Yang digerakkan selalu adalah moda (baca:mobil pribadi) bukan manusianya. Akibatnya, kota seperti habis dibelah belah oleh jalan tol. Melintasi tol dalam kota, di sekitar Pancoran kita menyaksikan Monumen Dirgantara yang dibiarkan kesepian tanpa aura. Ia kini menyembul wagu di antara jalan layang yang merangsek hingga ke bibir monumen.
Jalan tol yang membelah belah Jakarta tak membawa pengalaman apapun. Ia adalah ruang kosong, panjang tapi sepi interaksi, tak ada pertemuan, tak membentuk modal sosial apapun. Akibatnya, kota tak bisa dinikmati warganya. Kota mengasingkan warga-warganya.
Berdirilah di Jalan Sudirman-Thamrin yang penuh dengan jejalan bangunan bangunan jangkung, persegi empat, berdinding kaca yang seragam itu, kita seperti menikmati sebuah metropolitan tanpa masa lalu. Kota gigantik ini seperti dibangun kemarin sore.
Lorong lorong pedestrian, arcade beratap yang semestinya tempat warga kota berjalan kaki dengan nyaman di Pasar Baru, Jatinegara atau Tanah Abang misalnya telah direbut oleh mobil dan motor. Ketika kita tengah jalan jalan sore melihat toko toko tekstil atau perangkat olahraga di Pasar Baru, misalnya, kita bisa terserempet mobil yang tiba tiba melintas kawasan yang pernah steril dari moda transportasi.
(Kawasan Sudirman-Thamrin, Jakarta)
Kendaraan pribadi juga parkir di bahu jalan sekenanya. Pemandangan yang juga mudah kita temui di kawasan pemukiman: warga membeli mobil tanpa menyiapkan garasinya. Walhasil, mobil diparkir begitu saja di jalan publik.
Pemilik ruko atau pedagang kaki lima juga kerap menganeksasi trotoar untuk menggelar dagangannya. Belum lagi iklan, papan reklame, baliho ikut serta berjubel di lorong pejalan kaki. Akibatnya, jalan sebagai ruang bersama pada akhirnya telah habis dikapling kapling, diperebut untuk kepentingan pribadi. Pendeknya, jika pun ada ruang publik di selasar selasar arcade itu hanya merupakan ruang sisa belaka.
Tak ada yang ingin merawat kota Jakarta karena tak ada yang merasa memiliki.

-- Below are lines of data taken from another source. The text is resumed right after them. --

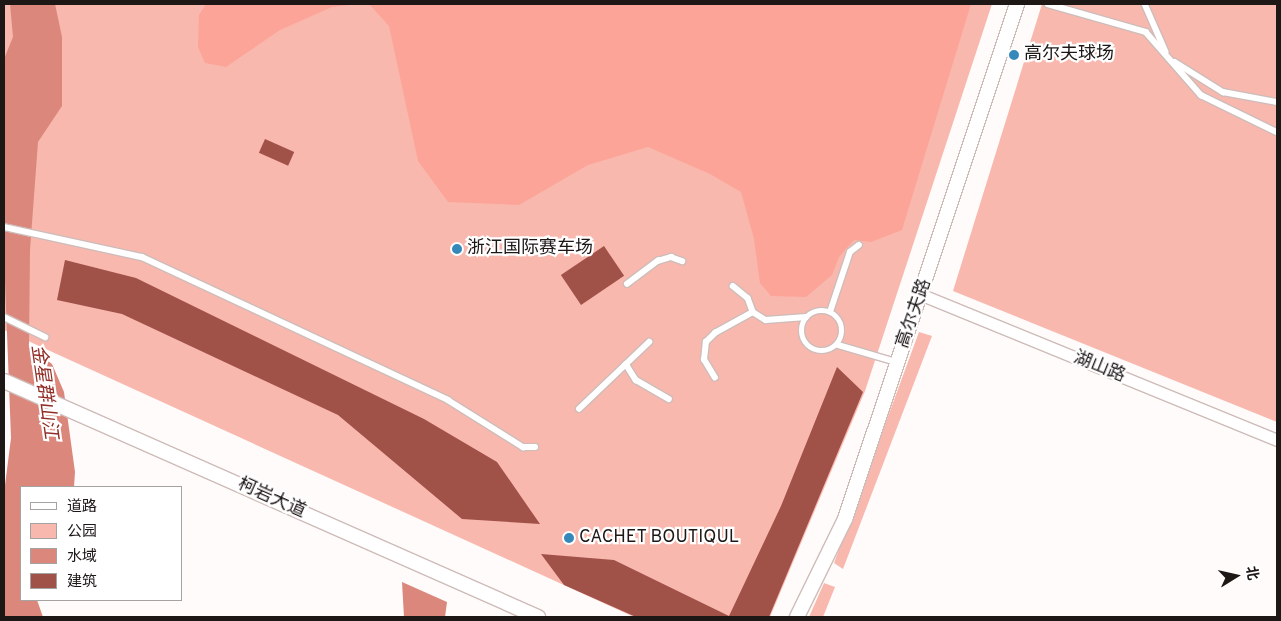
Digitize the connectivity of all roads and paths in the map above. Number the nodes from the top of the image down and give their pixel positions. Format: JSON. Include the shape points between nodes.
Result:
{"nodes":[{"id":1,"x":1017,"y":4,"type":"edge"},
{"id":2,"x":1048,"y":4,"type":"edge"},
{"id":3,"x":1145,"y":4,"type":"edge"},
{"id":4,"x":1168,"y":58,"type":"junction"},
{"id":5,"x":1277,"y":102,"type":"edge"},
{"id":6,"x":1277,"y":132,"type":"edge"},
{"id":7,"x":4,"y":227,"type":"edge"},
{"id":8,"x":859,"y":245,"type":"dead end"},
{"id":9,"x":682,"y":261,"type":"dead end"},
{"id":10,"x":627,"y":284,"type":"dead end"},
{"id":11,"x":733,"y":286,"type":"dead end"},
{"id":12,"x":922,"y":295,"type":"junction"},
{"id":13,"x":753,"y":312,"type":"junction"},
{"id":14,"x":830,"y":312,"type":"junction"},
{"id":15,"x":806,"y":317,"type":"junction"},
{"id":16,"x":4,"y":318,"type":"edge"},
{"id":17,"x":44,"y":337,"type":"dead end"},
{"id":18,"x":649,"y":342,"type":"dead end"},
{"id":19,"x":838,"y":345,"type":"junction"},
{"id":20,"x":898,"y":362,"type":"junction"},
{"id":21,"x":626,"y":364,"type":"junction"},
{"id":22,"x":715,"y":378,"type":"dead end"},
{"id":23,"x":4,"y":381,"type":"edge"},
{"id":24,"x":669,"y":399,"type":"dead end"},
{"id":25,"x":578,"y":410,"type":"dead end"},
{"id":26,"x":1277,"y":440,"type":"edge"},
{"id":27,"x":535,"y":447,"type":"dead end"},
{"id":28,"x":538,"y":617,"type":"edge"},
{"id":29,"x":797,"y":617,"type":"edge"}],
"edges":[{"from":1,"to":12,"type":"street","name":"高尔夫路"},
{"from":2,"to":4,"type":"lane","via":[[1146,32]]},
{"from":3,"to":4,"type":"lane"},
{"from":4,"to":5,"type":"lane","via":[[1223,92]]},
{"from":4,"to":6,"type":"lane","via":[[1201,94]]},
{"from":7,"to":27,"type":"lane","via":[[142,257],[448,400],[523,447]]},
{"from":8,"to":14,"type":"lane","via":[[850,252]]},
{"from":9,"to":10,"type":"lane","via":[[671,257],[658,262]]},
{"from":11,"to":13,"type":"lane","via":[[748,298]]},
{"from":12,"to":20,"type":"street","name":"高尔夫路"},
{"from":12,"to":26,"type":"street","name":"湖山路"},
{"from":13,"to":15,"type":"lane","via":[[766,320]]},
{"from":13,"to":22,"type":"lane","via":[[715,333],[706,342],[704,360]]},
{"from":14,"to":15,"type":"lane","via":[[817,311]]},
{"from":14,"to":19,"type":"lane","via":[[840,320],[843,333]]},
{"from":15,"to":19,"type":"lane","via":[[801,329],[804,342],[814,350],[827,352]]},
{"from":16,"to":17,"type":"lane"},
{"from":18,"to":21,"type":"lane"},
{"from":19,"to":20,"type":"lane"},
{"from":20,"to":29,"type":"street","name":"高尔夫路","via":[[845,518]]},
{"from":21,"to":24,"type":"lane","via":[[636,380]]},
{"from":21,"to":25,"type":"lane"},
{"from":23,"to":28,"type":"street","name":"柯岩大道"}]}
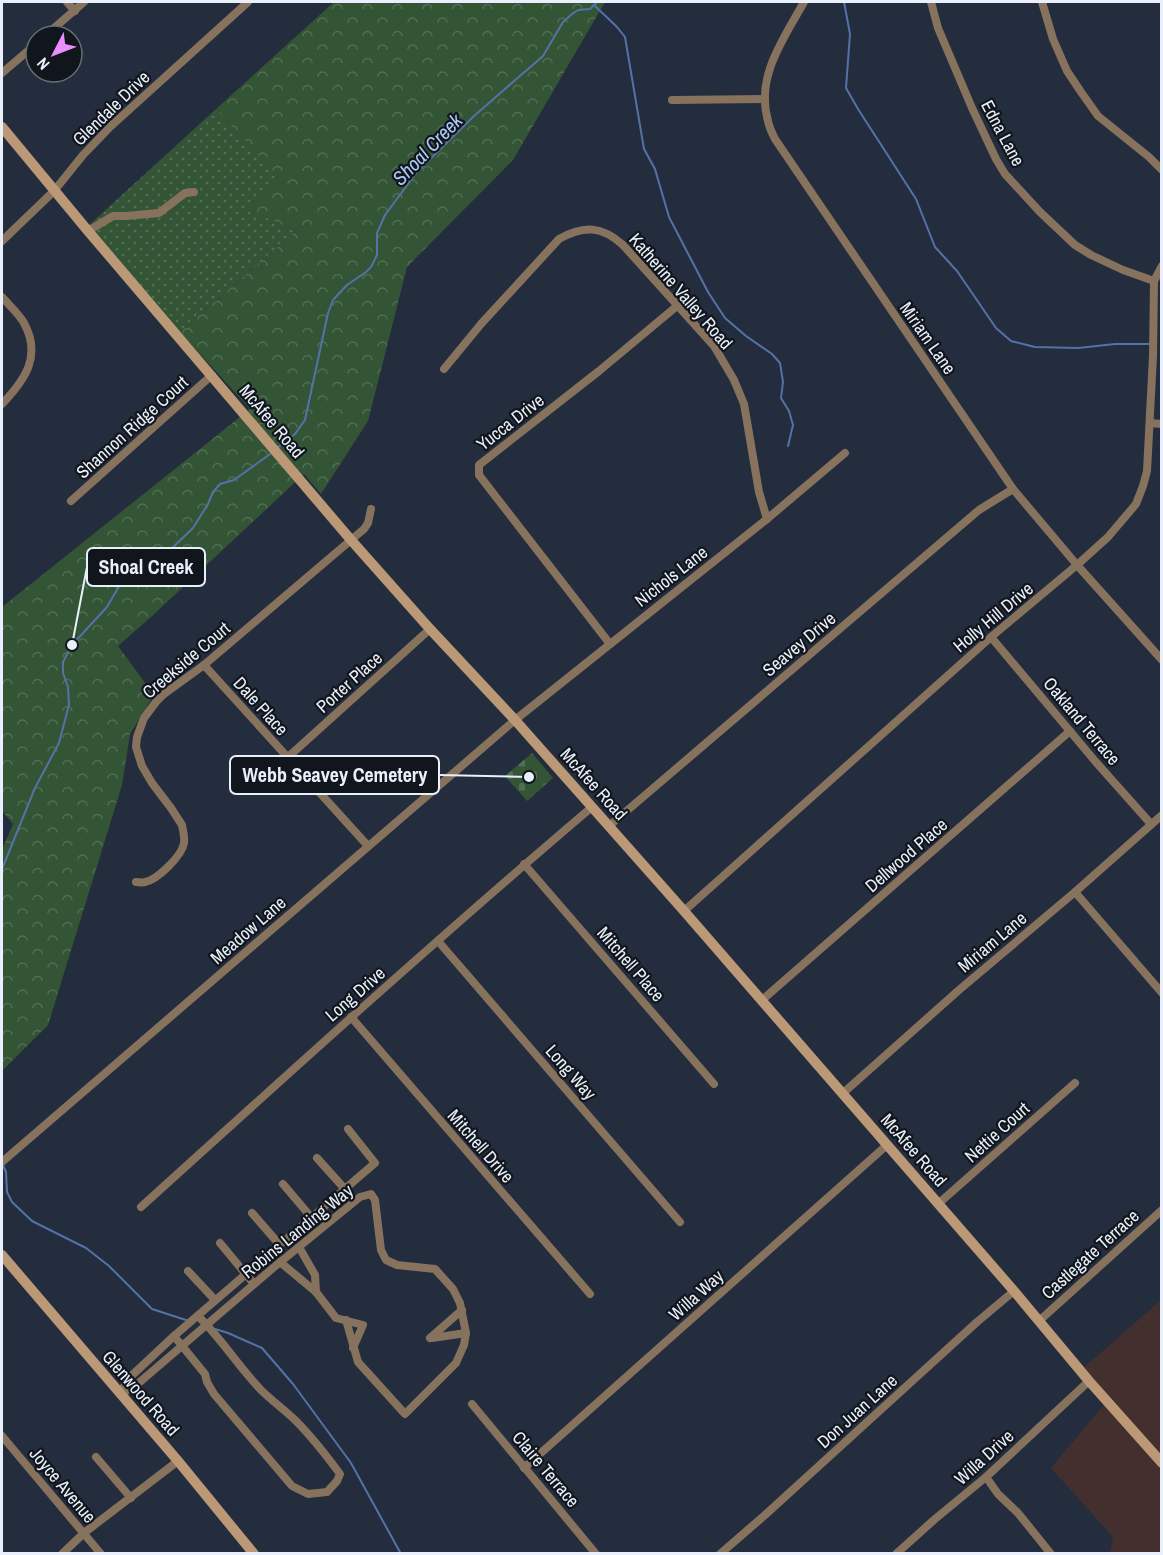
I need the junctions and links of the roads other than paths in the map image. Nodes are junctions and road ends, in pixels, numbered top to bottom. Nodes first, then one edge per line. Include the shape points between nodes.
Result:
1 (67, 2) edge
2 (84, 2) edge
3 (248, 2) edge
4 (804, 2) edge
5 (931, 2) edge
6 (1042, 2) edge
7 (75, 11) junction
8 (59, 24) edge
9 (24, 54) edge
10 (2, 73) edge
11 (765, 99) junction
12 (672, 100) dead end
13 (2, 128) edge
14 (1161, 170) edge
15 (54, 191) junction
16 (194, 192) dead end
17 (87, 231) junction
18 (2, 241) edge
19 (1161, 266) edge
20 (1154, 281) junction
21 (2, 297) edge
22 (677, 306) junction
23 (444, 369) dead end
24 (212, 375) junction
25 (2, 404) edge
26 (1150, 423) junction
27 (1161, 424) edge
28 (845, 453) dead end
29 (1013, 489) junction
30 (71, 501) dead end
31 (371, 509) dead end
32 (766, 519) junction
33 (351, 540) junction
34 (1077, 566) junction
35 (430, 629) junction
36 (991, 637) junction
37 (610, 644) junction
38 (1161, 660) edge
39 (204, 665) junction
40 (515, 720) junction
41 (1070, 731) junction
42 (287, 758) junction
43 (592, 807) junction
44 (1161, 815) edge
45 (1151, 824) junction
46 (609, 826) junction
47 (368, 846) junction
48 (524, 864) junction
49 (136, 882) dead end
50 (1075, 892) junction
51 (684, 911) junction
52 (438, 941) junction
53 (1161, 993) edge
54 (761, 1001) junction
55 (351, 1017) junction
56 (1075, 1083) dead end
57 (714, 1084) dead end
58 (842, 1094) junction
59 (348, 1129) dead end
60 (887, 1145) junction
61 (317, 1158) dead end
62 (2, 1162) edge
63 (283, 1184) dead end
64 (344, 1188) junction
65 (938, 1204) junction
66 (141, 1207) dead end
67 (1161, 1210) edge
68 (252, 1213) dead end
69 (311, 1217) junction
70 (680, 1222) dead end
71 (220, 1243) dead end
72 (279, 1244) junction
73 (299, 1247) junction
74 (2, 1255) edge
75 (264, 1258) junction
76 (280, 1262) junction
77 (273, 1268) junction
78 (188, 1271) dead end
79 (246, 1273) junction
80 (254, 1284) junction
81 (1014, 1291) junction
82 (316, 1292) junction
83 (223, 1294) junction
84 (590, 1294) dead end
85 (215, 1300) junction
86 (231, 1304) junction
87 (462, 1311) junction
88 (198, 1316) junction
89 (345, 1320) junction
90 (1040, 1321) junction
91 (207, 1324) junction
92 (466, 1334) junction
93 (174, 1336) junction
94 (182, 1346) junction
95 (353, 1348) junction
96 (1089, 1381) junction
97 (120, 1394) junction
98 (472, 1404) dead end
99 (2, 1436) edge
100 (96, 1457) dead end
101 (178, 1461) junction
102 (1161, 1462) edge
103 (524, 1468) junction
104 (986, 1477) junction
105 (130, 1498) junction
106 (84, 1533) junction
107 (62, 1554) edge
108 (101, 1554) edge
109 (254, 1554) edge
110 (596, 1554) edge
111 (720, 1554) edge
112 (896, 1554) edge
113 (1051, 1554) edge

1 - 7 street
2 - 7 street
3 - 15 street, Glendale Drive via 111,126
4 - 11 street, Miriam Lane via 770,65
5 - 20 street, Edna Lane via 968,98 1005,174 1075,244 1123,270
6 - 14 street via 1067,71 1086,100 1098,116
7 - 8 street
9 - 10 street
11 - 12 street
11 - 29 street, Miriam Lane via 767,120 775,138
13 - 15 street, McAfee Road
15 - 17 street, McAfee Road
15 - 18 street, Glendale Drive
16 - 17 street via 185,193 159,213 113,216
17 - 24 street, McAfee Road
19 - 20 street, Holly Hill Drive
20 - 26 street, Holly Hill Drive
21 - 25 street via 23,321 31,340 31,361 24,377
22 - 23 street, Katherine Valley Road via 613,236 590,228 571,232 532,268
22 - 32 street, Katherine Valley Road via 714,346 741,396
22 - 37 street, Yucca Drive via 479,465 479,475
24 - 30 street, Shannon Ridge Court
24 - 33 street, McAfee Road
26 - 27 street
26 - 34 street, Holly Hill Drive via 1147,471 1136,504
28 - 32 street, Nichols Lane
29 - 34 street, Miriam Lane
29 - 46 street, Seavey Drive via 979,510
31 - 33 street, Creekside Court via 368,523
32 - 37 street, Nichols Lane
33 - 35 street, McAfee Road
33 - 39 street, Creekside Court
34 - 36 street, Holly Hill Drive
34 - 38 street, Miriam Lane
35 - 40 street, McAfee Road
35 - 42 street, Porter Place
36 - 41 street, Oakland Terrace
36 - 51 street, Holly Hill Drive
37 - 40 street, Nichols Lane
39 - 42 street, Dale Place
39 - 49 street, Creekside Court via 156,702 140,727 136,747 142,766 182,825 184,844 167,868 147,882
40 - 43 street, McAfee Road
40 - 47 street, Meadow Lane
41 - 45 street, Oakland Terrace
41 - 54 street, Dellwood Place
42 - 47 street, Dale Place
43 - 46 street, McAfee Road
43 - 48 street, Long Drive
44 - 45 street, Miriam Lane
45 - 50 street, Miriam Lane
46 - 51 street, McAfee Road
47 - 62 street, Meadow Lane
48 - 52 street, Long Drive
48 - 57 street, Mitchell Place
50 - 53 street
50 - 58 street, Miriam Lane
51 - 54 street, McAfee Road
52 - 55 street, Long Drive
52 - 70 street, Long Way
54 - 58 street, McAfee Road
55 - 66 street, Long Drive
55 - 84 street, Mitchell Drive
56 - 65 street, Nettie Court
58 - 60 street, McAfee Road
59 - 64 street, Robins Landing Way via 375,1163
60 - 65 street, McAfee Road
60 - 103 street, Willa Way
61 - 64 street
63 - 69 street
64 - 69 street, Robins Landing Way
65 - 81 street, McAfee Road
67 - 90 street, Castlegate Terrace
68 - 72 street
69 - 72 street, Robins Landing Way
71 - 79 street
72 - 75 street, Robins Landing Way
73 - 76 street, Robins Landing Way
73 - 82 street via 315,1275
73 - 87 street, Robins Landing Way via 360,1197 371,1194 386,1260 435,1269 453,1289
74 - 97 street, Glenwood Road
75 - 77 street
75 - 79 street, Robins Landing Way
76 - 77 street, Robins Landing Way
76 - 82 street
77 - 80 street, Robins Landing Way
78 - 85 street
79 - 80 street
79 - 83 street, Robins Landing Way
80 - 86 street, Robins Landing Way
81 - 90 street, McAfee Road
81 - 111 street, Don Juan Lane
82 - 89 street via 336,1318
83 - 85 street, Robins Landing Way
83 - 86 street
85 - 88 street, Robins Landing Way
86 - 91 street, Robins Landing Way
87 - 92 street, Robins Landing Way
87 - 92 street via 430,1338
88 - 91 street
88 - 93 street, Robins Landing Way
89 - 95 street
89 - 95 street via 363,1325
90 - 96 street, McAfee Road
91 - 94 street, Robins Landing Way
91 - 94 street via 262,1391 294,1419 340,1474 327,1492 308,1494 292,1486 214,1394 205,1374
92 - 95 street, Robins Landing Way via 456,1364 405,1414 358,1362
93 - 94 street
93 - 97 street, Robins Landing Way via 128,1379
94 - 97 street, Robins Landing Way via 134,1387
96 - 102 street, McAfee Road
96 - 104 street, Willa Drive
97 - 101 street, Glenwood Road
98 - 103 street, Claire Terrace
99 - 106 street, Joyce Avenue
100 - 105 street
101 - 105 street
101 - 109 street, Glenwood Road
103 - 110 street, Claire Terrace
104 - 112 street, Willa Drive
104 - 113 street
105 - 106 street
106 - 107 street
106 - 108 street, Joyce Avenue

Semua hanya merasa singgah saja. Sebagai tempat persinggahan, semua dianggap “sementara”. Tanpa rasa kepemilikan, yang ada adalah penjarahan ruang ruang kolektif.
Penyair Subagio Sastrowardojo menyinggung warga yang dipaksa menjadi terasing dalam sajak Jakartaku Jakarta:
“Adakah nasib yang lebih sengsara dari terasing di kota, pengembara kembali ingin jadi budak dan menyusu pada bunda. Yatim piatu tanpa menyapa telah menyerahkan badannya pada siapa yang tak beranak tak berbapak.”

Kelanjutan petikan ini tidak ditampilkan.